*** Begin section ***

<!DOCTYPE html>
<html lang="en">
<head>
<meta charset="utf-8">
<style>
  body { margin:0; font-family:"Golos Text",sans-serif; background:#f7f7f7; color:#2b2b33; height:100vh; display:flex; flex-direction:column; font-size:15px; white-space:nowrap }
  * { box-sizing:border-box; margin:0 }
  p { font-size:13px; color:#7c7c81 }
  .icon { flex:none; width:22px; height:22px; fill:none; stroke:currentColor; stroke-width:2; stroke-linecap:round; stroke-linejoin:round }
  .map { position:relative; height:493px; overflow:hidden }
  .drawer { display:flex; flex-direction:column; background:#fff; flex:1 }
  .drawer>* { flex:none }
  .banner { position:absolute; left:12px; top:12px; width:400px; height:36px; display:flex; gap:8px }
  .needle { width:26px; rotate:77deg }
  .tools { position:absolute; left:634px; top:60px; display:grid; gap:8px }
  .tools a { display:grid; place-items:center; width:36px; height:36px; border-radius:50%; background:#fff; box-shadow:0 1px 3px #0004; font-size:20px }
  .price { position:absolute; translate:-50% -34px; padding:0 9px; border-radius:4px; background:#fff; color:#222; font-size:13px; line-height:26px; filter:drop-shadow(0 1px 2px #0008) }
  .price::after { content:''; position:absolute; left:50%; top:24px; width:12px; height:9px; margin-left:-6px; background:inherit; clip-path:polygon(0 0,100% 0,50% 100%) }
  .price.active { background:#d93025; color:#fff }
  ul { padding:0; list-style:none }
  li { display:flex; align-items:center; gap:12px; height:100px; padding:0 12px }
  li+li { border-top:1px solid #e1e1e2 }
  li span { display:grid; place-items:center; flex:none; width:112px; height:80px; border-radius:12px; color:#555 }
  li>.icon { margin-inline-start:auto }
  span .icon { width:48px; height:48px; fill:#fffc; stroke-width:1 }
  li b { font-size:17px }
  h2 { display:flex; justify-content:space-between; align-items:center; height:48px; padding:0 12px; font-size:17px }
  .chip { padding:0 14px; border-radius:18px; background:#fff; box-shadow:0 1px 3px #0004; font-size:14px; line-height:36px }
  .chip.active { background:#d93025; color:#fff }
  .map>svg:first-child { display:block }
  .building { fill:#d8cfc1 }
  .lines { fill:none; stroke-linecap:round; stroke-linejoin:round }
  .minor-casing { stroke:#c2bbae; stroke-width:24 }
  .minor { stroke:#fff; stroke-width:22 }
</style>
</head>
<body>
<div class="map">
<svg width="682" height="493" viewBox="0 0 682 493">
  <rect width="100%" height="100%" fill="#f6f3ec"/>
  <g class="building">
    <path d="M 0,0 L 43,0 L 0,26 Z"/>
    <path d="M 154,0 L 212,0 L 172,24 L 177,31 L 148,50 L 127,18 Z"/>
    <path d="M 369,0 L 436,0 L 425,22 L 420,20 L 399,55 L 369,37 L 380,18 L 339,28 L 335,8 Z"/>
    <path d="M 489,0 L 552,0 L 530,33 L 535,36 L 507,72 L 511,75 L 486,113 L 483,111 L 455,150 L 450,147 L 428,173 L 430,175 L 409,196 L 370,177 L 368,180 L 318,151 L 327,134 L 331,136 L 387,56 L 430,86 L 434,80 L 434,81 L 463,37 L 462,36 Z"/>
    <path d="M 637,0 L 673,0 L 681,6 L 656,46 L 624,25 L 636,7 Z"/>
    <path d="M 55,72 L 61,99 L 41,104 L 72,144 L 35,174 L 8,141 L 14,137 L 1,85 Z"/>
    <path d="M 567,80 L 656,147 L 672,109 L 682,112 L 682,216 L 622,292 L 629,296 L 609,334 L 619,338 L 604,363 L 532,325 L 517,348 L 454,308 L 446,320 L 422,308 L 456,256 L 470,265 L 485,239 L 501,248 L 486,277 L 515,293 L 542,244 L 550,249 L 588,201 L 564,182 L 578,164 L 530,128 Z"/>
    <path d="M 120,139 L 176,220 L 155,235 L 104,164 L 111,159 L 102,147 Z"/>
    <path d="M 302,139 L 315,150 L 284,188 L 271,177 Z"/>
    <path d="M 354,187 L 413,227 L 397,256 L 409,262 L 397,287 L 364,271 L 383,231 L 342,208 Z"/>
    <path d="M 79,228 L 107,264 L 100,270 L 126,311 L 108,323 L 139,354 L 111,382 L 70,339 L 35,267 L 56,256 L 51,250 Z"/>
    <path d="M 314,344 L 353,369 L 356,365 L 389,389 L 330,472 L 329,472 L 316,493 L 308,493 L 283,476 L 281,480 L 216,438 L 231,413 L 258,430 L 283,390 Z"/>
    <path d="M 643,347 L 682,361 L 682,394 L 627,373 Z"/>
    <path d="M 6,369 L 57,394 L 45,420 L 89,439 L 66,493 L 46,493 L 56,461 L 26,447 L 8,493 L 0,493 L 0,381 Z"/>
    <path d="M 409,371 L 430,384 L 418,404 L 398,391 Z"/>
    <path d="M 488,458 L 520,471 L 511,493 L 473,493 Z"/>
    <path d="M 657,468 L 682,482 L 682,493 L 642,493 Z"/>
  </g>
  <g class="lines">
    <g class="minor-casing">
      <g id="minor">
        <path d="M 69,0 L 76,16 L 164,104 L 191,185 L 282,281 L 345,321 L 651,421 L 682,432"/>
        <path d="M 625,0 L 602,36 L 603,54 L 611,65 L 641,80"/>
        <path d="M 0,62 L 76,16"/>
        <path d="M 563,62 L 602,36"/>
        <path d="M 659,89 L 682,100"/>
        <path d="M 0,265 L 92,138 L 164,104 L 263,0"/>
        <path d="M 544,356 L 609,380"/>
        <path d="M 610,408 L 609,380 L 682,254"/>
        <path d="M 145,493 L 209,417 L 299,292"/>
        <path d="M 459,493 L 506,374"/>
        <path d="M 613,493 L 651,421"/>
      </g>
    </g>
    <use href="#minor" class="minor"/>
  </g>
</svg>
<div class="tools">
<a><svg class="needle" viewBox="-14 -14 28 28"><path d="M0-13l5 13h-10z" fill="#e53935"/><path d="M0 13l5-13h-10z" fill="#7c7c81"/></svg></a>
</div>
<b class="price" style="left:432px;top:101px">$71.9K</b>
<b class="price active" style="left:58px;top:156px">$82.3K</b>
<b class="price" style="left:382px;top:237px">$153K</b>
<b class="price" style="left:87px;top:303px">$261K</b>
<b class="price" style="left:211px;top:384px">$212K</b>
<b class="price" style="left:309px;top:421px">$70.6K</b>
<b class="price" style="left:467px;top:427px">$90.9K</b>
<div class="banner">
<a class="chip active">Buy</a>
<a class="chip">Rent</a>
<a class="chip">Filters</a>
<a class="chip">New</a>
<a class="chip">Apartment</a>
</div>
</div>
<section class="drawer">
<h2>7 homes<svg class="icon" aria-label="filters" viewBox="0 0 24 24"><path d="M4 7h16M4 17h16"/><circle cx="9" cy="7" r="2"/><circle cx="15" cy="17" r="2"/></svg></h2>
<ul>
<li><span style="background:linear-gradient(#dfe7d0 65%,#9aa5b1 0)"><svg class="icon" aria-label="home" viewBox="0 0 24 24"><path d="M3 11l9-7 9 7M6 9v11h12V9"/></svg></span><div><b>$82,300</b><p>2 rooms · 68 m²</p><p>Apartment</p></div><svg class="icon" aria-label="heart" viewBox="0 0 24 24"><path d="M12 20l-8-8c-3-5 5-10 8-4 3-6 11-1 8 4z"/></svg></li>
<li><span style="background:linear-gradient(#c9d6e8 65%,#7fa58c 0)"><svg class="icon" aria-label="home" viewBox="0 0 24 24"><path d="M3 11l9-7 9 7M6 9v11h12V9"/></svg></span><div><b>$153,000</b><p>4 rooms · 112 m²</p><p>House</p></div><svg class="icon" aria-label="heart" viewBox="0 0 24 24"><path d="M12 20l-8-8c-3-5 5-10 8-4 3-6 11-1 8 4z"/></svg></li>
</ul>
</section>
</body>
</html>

*** End section ***
*** Begin section ***

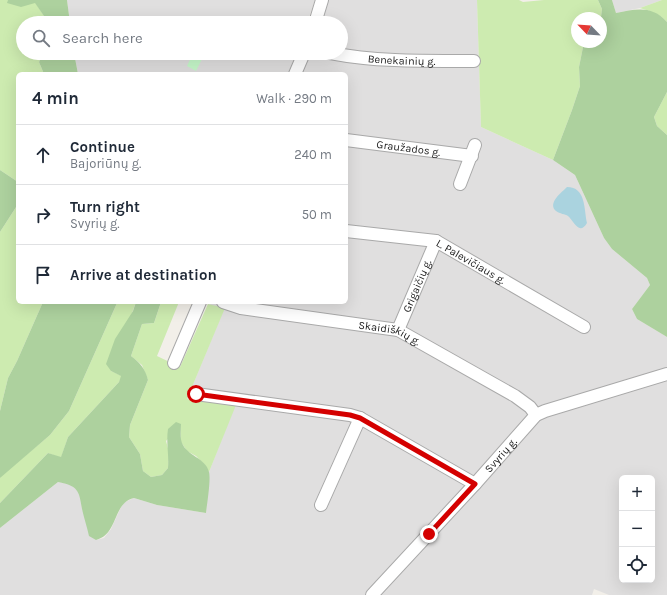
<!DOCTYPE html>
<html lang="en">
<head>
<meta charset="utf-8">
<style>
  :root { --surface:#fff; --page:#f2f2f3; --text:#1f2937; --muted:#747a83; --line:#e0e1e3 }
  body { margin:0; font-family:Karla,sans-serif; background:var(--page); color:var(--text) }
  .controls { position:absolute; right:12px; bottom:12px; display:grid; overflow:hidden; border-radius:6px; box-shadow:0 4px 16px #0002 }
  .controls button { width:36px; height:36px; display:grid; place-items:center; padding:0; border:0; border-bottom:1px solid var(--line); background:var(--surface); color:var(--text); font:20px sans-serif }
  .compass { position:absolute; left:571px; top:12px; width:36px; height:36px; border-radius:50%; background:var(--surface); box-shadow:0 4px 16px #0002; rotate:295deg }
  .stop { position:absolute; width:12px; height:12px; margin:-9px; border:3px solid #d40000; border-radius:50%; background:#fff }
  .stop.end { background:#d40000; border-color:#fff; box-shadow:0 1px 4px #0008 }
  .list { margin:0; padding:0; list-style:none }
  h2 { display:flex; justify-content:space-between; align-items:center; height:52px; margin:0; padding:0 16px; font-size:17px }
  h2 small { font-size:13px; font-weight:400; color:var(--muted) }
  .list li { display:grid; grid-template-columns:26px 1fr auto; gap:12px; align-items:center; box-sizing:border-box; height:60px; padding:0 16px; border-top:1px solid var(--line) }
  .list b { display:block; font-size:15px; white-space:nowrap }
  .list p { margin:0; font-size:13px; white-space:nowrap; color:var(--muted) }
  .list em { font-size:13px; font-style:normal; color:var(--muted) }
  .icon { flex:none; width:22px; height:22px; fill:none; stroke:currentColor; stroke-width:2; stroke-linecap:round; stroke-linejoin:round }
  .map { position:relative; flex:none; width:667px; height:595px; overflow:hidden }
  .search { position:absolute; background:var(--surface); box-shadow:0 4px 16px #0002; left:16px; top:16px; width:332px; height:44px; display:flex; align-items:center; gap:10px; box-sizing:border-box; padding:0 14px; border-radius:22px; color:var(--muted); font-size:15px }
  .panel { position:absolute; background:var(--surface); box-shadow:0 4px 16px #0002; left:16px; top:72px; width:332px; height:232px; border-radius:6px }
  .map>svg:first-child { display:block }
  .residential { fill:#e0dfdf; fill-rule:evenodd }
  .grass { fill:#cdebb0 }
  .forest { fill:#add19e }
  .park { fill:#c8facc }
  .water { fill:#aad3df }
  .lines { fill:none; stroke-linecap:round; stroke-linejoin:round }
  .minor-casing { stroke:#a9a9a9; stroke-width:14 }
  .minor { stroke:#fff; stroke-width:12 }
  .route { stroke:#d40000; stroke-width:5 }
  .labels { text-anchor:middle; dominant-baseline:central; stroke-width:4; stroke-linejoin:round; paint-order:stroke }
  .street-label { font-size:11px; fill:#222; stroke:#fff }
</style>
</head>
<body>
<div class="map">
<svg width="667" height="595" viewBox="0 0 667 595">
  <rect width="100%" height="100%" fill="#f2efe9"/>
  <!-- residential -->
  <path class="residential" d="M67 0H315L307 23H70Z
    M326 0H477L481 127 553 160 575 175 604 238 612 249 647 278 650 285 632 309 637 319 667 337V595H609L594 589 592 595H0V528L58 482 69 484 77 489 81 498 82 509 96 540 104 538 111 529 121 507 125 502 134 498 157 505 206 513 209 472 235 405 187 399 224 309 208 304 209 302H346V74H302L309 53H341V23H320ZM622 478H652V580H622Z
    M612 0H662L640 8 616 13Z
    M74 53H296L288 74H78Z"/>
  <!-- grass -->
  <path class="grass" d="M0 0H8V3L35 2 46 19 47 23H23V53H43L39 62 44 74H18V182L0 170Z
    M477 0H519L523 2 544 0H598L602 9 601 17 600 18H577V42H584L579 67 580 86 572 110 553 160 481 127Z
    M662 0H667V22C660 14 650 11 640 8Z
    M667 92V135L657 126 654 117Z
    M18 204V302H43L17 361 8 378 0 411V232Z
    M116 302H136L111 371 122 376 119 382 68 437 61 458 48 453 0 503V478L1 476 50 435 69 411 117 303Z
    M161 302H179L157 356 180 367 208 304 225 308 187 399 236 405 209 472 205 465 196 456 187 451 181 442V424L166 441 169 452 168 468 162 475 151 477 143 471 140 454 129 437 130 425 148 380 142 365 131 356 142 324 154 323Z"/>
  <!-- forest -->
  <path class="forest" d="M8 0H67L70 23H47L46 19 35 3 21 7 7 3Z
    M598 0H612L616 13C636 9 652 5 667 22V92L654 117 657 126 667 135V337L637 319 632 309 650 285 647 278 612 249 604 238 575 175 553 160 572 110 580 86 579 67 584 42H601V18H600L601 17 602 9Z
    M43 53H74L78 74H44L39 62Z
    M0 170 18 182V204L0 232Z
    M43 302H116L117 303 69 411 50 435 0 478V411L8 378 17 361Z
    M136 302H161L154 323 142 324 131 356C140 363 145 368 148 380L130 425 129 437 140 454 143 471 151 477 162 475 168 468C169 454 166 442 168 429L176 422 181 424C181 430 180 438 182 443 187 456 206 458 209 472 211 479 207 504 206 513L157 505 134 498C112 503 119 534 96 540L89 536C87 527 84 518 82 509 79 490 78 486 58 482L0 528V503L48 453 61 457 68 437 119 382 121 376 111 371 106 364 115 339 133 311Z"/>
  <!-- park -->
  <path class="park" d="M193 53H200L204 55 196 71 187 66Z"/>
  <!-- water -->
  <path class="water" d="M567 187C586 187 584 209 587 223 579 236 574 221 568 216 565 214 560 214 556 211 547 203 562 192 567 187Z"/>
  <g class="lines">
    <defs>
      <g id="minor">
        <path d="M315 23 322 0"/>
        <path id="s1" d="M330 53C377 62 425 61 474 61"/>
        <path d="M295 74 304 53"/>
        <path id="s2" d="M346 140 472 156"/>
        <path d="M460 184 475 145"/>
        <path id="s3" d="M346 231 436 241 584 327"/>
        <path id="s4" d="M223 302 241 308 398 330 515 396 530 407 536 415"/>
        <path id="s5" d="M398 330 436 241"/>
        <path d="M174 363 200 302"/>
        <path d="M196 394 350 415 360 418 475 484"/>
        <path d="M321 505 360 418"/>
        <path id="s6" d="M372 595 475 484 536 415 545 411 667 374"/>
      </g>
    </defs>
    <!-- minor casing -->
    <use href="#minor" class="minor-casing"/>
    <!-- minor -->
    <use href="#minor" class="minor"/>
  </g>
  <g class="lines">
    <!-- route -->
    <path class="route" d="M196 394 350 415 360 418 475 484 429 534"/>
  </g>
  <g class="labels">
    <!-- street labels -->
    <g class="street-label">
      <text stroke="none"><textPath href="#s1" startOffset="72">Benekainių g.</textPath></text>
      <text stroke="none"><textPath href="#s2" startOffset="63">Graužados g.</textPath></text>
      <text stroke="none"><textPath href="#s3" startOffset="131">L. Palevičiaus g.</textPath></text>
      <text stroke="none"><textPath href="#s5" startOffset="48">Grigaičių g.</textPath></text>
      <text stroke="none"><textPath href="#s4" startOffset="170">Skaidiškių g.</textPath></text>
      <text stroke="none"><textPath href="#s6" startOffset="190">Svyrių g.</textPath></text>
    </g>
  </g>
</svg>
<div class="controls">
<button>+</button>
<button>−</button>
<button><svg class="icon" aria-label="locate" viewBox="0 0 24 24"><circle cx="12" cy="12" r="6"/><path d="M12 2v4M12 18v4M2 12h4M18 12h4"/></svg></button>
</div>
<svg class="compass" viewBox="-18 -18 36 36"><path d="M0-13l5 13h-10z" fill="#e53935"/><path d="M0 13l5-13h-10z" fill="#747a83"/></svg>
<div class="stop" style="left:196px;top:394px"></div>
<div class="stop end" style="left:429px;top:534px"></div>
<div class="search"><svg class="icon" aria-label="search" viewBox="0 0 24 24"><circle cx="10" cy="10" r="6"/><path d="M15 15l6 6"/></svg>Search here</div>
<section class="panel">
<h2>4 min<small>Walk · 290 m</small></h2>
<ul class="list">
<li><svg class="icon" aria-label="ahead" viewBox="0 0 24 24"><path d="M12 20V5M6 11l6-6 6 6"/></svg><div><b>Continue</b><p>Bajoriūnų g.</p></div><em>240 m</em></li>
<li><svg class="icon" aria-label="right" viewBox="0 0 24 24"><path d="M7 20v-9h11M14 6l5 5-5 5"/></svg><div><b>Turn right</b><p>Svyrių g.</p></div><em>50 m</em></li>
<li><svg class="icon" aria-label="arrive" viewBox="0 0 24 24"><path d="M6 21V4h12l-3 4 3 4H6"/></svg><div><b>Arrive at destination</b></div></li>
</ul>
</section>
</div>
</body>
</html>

*** End section ***

Among the records above, find each line containing the string "compass" and copy it.

▶ RESULT FOR THIS EXERCISE
  .compass { position:absolute; left:571px; top:12px; width:36px; height:36px; border-radius:50%; background:var(--surface); box-shadow:0 4px 16px #0002; rotate:295deg }
<svg class="compass" viewBox="-18 -18 36 36"><path d="M0-13l5 13h-10z" fill="#e53935"/><path d="M0 13l5-13h-10z" fill="#747a83"/></svg>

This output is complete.